[Supplied information — start]
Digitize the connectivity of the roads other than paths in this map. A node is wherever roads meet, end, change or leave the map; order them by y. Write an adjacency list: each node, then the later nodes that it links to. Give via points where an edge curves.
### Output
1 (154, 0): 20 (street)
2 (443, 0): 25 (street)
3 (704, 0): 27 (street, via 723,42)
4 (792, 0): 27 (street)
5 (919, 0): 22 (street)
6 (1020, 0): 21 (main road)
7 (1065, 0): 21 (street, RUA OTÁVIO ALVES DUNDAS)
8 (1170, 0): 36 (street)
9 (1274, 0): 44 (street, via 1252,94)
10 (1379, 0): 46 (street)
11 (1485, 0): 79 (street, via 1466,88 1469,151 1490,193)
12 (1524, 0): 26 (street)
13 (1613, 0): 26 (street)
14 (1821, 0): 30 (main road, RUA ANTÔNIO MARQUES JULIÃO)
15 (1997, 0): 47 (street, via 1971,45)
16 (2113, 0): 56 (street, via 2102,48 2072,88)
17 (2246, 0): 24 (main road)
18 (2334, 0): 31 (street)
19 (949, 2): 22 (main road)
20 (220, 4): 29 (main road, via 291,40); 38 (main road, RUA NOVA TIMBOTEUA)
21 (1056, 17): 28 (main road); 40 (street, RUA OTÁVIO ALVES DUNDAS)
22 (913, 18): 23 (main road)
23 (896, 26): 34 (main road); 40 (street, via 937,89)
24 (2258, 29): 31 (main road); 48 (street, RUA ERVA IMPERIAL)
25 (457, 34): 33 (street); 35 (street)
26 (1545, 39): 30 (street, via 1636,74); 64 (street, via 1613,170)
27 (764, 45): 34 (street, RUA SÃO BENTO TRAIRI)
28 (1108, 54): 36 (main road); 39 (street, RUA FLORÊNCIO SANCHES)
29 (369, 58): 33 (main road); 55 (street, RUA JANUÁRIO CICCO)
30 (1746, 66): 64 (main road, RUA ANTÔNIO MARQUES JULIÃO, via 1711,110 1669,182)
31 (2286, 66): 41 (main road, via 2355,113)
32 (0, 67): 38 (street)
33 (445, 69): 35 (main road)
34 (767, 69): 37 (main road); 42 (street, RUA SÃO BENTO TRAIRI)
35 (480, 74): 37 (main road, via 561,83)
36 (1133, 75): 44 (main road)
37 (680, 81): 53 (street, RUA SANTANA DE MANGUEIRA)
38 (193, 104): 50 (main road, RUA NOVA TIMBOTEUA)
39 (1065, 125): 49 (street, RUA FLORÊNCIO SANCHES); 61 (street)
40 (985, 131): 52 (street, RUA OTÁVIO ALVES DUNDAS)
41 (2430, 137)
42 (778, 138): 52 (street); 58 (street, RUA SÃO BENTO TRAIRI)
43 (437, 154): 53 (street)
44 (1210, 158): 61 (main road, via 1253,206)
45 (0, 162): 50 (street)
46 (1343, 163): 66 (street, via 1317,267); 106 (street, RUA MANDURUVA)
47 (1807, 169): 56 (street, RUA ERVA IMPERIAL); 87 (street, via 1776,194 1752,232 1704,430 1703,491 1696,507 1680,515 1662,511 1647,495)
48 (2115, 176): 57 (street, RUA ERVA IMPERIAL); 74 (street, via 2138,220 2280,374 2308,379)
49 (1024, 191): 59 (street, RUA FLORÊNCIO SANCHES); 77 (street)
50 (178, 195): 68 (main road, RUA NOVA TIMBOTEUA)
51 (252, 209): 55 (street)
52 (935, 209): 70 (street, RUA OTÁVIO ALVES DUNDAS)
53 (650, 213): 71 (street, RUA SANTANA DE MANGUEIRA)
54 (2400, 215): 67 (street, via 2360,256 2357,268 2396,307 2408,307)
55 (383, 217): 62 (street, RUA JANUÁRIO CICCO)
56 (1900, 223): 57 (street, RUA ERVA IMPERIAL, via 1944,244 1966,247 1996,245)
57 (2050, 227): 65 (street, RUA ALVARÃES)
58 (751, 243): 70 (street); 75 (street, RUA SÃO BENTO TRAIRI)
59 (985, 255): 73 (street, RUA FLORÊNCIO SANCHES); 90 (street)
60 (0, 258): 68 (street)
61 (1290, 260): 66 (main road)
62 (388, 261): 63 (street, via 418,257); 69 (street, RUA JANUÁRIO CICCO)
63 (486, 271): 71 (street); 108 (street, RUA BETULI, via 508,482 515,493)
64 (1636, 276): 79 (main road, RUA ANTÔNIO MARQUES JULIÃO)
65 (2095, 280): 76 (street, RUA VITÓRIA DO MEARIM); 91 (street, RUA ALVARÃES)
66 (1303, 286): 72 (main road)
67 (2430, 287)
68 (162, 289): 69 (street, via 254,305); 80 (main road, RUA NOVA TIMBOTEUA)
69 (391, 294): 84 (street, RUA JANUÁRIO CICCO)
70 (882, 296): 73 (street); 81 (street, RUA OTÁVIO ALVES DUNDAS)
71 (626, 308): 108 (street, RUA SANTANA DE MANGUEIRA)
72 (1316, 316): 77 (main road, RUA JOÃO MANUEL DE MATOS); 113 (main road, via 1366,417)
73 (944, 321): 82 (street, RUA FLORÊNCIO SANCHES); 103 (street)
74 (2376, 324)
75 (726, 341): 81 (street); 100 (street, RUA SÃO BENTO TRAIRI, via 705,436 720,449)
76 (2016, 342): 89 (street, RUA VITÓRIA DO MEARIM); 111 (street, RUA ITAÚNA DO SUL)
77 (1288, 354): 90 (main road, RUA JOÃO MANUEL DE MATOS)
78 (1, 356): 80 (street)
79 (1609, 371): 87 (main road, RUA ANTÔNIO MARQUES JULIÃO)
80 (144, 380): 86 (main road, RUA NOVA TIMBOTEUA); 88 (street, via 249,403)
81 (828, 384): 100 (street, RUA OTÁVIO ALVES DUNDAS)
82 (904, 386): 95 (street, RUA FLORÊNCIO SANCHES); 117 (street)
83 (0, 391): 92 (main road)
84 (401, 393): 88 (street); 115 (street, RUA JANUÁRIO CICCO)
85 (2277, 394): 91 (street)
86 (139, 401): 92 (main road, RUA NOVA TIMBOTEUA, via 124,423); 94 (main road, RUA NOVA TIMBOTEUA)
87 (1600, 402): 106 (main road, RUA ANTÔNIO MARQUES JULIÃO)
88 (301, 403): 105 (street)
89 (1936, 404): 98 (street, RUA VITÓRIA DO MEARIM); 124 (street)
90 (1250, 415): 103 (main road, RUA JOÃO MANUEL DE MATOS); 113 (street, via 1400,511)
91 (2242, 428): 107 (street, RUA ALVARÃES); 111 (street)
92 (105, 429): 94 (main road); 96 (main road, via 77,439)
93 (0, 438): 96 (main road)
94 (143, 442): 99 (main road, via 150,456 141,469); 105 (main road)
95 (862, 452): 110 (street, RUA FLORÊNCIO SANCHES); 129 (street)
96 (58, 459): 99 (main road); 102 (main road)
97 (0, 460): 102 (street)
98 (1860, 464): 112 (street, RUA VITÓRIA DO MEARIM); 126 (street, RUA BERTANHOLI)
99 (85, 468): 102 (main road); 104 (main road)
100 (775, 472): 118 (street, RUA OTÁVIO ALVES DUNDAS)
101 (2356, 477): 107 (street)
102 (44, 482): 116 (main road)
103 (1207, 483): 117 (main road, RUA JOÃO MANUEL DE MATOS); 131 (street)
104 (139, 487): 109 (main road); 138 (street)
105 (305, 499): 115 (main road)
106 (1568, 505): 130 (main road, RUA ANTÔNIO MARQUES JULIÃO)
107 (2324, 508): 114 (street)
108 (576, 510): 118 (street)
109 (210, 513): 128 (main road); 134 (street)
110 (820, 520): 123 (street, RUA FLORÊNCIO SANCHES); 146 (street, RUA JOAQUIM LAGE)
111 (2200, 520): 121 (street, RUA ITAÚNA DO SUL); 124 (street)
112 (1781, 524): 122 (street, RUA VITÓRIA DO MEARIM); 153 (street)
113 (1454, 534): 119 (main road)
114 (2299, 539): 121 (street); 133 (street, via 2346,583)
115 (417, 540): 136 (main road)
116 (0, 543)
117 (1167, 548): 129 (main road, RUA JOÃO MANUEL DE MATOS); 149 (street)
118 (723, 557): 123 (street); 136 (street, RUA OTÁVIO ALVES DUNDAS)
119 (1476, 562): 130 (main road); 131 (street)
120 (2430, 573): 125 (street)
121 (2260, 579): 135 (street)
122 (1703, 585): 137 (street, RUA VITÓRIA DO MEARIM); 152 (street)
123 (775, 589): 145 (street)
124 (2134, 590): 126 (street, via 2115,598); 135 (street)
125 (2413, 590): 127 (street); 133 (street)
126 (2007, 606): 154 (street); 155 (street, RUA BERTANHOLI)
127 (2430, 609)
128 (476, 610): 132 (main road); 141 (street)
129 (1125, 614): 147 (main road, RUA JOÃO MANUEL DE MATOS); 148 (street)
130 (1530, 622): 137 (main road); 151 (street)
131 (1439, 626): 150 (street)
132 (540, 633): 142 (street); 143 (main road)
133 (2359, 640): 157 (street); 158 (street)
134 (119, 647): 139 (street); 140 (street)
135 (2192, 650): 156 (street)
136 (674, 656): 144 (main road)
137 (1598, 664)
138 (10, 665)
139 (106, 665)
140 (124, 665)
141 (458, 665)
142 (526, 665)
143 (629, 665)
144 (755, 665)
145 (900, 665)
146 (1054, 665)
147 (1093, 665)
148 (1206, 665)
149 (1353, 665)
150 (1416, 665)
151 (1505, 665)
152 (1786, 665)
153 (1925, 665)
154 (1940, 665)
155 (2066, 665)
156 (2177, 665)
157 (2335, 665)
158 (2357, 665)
[Supplied information — finish]
▶ _Instructions to follow_:
Reply with one number, the count of lines in the entries that hold the string "ERVA".

▶ _Exercise output_:
4